**PROBLEM DETAILS:** All entries must be given again exactly as written.

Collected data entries
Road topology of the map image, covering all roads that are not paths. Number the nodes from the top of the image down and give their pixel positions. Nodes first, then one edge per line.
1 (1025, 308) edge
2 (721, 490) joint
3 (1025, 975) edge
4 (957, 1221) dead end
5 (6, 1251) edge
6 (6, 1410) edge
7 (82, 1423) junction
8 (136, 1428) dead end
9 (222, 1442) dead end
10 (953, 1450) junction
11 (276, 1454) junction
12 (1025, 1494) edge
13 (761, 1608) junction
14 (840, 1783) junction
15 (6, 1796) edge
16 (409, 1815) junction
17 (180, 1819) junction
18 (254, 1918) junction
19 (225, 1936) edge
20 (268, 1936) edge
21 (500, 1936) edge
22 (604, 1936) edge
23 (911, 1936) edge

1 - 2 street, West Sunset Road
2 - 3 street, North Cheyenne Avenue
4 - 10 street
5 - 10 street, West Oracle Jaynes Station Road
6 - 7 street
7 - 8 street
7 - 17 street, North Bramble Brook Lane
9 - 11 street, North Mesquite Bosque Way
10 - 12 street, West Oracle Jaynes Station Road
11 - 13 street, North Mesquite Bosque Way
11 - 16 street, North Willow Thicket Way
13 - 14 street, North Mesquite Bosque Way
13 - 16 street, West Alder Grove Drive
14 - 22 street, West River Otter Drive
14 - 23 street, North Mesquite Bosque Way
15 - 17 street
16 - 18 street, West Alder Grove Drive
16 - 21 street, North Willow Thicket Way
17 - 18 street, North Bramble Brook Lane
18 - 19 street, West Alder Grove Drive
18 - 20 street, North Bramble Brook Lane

**EXERCISE OUTPUT:**
Road topology of the map image, covering all roads that are not paths. Number the nodes from the top of the image down and give their pixel positions. Nodes first, then one edge per line.
1 (1025, 308) edge
2 (721, 490) joint
3 (1025, 975) edge
4 (957, 1221) dead end
5 (6, 1251) edge
6 (6, 1410) edge
7 (82, 1423) junction
8 (136, 1428) dead end
9 (222, 1442) dead end
10 (953, 1450) junction
11 (276, 1454) junction
12 (1025, 1494) edge
13 (761, 1608) junction
14 (840, 1783) junction
15 (6, 1796) edge
16 (409, 1815) junction
17 (180, 1819) junction
18 (254, 1918) junction
19 (225, 1936) edge
20 (268, 1936) edge
21 (500, 1936) edge
22 (604, 1936) edge
23 (911, 1936) edge

1 - 2 street, West Sunset Road
2 - 3 street, North Cheyenne Avenue
4 - 10 street
5 - 10 street, West Oracle Jaynes Station Road
6 - 7 street
7 - 8 street
7 - 17 street, North Bramble Brook Lane
9 - 11 street, North Mesquite Bosque Way
10 - 12 street, West Oracle Jaynes Station Road
11 - 13 street, North Mesquite Bosque Way
11 - 16 street, North Willow Thicket Way
13 - 14 street, North Mesquite Bosque Way
13 - 16 street, West Alder Grove Drive
14 - 22 street, West River Otter Drive
14 - 23 street, North Mesquite Bosque Way
15 - 17 street
16 - 18 street, West Alder Grove Drive
16 - 21 street, North Willow Thicket Way
17 - 18 street, North Bramble Brook Lane
18 - 19 street, West Alder Grove Drive
18 - 20 street, North Bramble Brook Lane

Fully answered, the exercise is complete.